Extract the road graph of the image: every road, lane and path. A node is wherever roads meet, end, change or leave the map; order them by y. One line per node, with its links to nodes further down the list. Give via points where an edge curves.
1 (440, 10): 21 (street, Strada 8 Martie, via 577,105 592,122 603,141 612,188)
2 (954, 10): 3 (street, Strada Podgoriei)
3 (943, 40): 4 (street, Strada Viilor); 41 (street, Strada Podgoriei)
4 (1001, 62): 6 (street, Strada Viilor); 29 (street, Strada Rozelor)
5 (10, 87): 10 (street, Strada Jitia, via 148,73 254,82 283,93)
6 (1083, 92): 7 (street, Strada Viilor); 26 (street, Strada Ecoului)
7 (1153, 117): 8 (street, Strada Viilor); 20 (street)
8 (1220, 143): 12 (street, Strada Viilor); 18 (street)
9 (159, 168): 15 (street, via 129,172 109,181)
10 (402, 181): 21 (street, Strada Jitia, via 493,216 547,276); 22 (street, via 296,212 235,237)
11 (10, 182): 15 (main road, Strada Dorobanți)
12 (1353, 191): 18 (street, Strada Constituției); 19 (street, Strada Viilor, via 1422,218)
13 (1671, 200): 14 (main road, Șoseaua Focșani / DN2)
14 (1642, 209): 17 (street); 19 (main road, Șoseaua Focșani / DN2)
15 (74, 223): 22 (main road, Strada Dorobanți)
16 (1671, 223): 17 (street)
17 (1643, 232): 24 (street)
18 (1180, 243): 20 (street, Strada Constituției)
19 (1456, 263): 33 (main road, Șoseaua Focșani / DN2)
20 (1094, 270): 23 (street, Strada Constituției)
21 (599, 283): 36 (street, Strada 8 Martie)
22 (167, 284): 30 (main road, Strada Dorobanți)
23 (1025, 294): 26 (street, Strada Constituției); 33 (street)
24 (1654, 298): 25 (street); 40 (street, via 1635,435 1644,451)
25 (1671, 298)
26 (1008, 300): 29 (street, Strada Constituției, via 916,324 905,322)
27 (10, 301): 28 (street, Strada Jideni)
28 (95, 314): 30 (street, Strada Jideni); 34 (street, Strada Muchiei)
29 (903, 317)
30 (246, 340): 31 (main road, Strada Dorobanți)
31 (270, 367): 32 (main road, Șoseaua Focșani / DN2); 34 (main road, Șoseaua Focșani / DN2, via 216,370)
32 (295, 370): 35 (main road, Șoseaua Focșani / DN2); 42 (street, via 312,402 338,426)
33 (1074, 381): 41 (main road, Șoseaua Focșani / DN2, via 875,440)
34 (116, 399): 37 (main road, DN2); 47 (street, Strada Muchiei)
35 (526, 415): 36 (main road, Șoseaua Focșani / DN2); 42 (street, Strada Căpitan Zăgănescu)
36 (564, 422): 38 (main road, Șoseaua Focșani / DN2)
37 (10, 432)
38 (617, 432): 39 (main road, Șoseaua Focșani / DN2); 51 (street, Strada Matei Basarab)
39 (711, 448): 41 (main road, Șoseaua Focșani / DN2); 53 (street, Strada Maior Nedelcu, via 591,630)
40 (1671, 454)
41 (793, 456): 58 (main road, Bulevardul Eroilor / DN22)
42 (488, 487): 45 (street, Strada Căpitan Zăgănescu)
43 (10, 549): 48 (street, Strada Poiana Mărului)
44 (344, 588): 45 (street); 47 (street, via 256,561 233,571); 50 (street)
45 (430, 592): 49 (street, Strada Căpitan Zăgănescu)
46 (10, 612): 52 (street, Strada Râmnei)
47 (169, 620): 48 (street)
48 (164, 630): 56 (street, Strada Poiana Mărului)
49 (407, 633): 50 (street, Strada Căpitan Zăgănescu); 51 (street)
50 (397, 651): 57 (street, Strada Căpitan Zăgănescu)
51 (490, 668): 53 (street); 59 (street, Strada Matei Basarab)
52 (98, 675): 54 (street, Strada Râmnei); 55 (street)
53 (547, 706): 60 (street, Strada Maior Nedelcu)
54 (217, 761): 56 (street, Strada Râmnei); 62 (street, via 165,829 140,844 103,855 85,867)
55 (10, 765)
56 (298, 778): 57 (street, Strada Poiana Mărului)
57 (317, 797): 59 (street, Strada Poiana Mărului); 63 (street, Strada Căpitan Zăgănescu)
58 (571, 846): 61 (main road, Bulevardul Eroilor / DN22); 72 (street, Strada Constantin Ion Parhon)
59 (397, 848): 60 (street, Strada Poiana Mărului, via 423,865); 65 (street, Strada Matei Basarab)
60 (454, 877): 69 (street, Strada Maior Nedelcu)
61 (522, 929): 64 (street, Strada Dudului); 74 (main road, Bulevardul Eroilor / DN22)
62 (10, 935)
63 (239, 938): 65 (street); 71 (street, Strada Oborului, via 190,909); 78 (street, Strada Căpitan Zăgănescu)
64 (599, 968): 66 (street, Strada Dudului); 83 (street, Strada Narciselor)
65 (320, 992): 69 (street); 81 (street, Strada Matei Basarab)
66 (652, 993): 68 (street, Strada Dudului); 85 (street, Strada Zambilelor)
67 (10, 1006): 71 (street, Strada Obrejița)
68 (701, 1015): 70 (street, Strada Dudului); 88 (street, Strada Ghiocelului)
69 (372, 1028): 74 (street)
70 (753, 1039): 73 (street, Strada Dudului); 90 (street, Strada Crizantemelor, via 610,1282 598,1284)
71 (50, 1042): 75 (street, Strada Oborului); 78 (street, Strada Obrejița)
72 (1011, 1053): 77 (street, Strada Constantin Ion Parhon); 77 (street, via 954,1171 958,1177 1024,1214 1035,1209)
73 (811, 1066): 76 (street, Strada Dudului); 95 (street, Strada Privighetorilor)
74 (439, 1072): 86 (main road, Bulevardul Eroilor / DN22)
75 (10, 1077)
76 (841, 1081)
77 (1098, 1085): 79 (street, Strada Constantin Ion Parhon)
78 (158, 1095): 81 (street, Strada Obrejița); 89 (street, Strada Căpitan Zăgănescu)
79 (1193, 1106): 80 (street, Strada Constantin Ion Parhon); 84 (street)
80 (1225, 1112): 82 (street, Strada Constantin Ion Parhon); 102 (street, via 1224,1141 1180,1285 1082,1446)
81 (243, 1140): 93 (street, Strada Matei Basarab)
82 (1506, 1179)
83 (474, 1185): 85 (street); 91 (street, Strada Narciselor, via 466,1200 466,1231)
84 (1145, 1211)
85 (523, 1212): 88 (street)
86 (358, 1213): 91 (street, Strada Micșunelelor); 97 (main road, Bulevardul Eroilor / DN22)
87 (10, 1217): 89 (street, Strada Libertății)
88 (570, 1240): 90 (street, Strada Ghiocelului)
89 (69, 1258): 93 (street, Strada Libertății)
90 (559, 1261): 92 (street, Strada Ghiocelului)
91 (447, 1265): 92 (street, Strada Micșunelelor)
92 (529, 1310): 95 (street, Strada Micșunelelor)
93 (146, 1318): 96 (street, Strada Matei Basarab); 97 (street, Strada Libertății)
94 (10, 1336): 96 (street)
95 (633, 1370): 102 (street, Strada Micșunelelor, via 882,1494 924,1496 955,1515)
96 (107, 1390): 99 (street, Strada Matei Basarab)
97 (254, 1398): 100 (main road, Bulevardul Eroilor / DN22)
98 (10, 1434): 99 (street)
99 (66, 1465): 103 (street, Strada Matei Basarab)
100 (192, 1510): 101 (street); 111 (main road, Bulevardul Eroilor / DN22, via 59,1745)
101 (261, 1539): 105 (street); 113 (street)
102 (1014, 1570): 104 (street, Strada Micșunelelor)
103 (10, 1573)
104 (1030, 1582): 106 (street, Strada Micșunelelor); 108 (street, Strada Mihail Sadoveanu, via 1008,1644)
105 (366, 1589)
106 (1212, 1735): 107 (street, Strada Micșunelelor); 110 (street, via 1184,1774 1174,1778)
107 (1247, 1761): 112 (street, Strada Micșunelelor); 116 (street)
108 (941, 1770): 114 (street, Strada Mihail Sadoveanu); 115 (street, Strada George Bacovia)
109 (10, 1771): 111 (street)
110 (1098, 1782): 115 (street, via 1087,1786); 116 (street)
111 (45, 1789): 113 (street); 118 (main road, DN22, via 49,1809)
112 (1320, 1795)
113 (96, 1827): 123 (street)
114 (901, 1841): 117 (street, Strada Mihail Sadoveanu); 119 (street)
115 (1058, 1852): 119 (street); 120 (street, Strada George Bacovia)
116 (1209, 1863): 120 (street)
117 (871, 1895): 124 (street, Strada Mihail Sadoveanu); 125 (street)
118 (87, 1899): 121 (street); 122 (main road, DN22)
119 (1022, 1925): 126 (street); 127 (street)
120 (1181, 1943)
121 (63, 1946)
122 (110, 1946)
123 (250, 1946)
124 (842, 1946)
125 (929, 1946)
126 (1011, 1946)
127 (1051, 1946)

*ASSIGNED TASK*. Take every line above that includes the string "Ghiocelului" and return it.

*TASK OUTPUT*.
68 (701, 1015): 70 (street, Strada Dudului); 88 (street, Strada Ghiocelului)
88 (570, 1240): 90 (street, Strada Ghiocelului)
90 (559, 1261): 92 (street, Strada Ghiocelului)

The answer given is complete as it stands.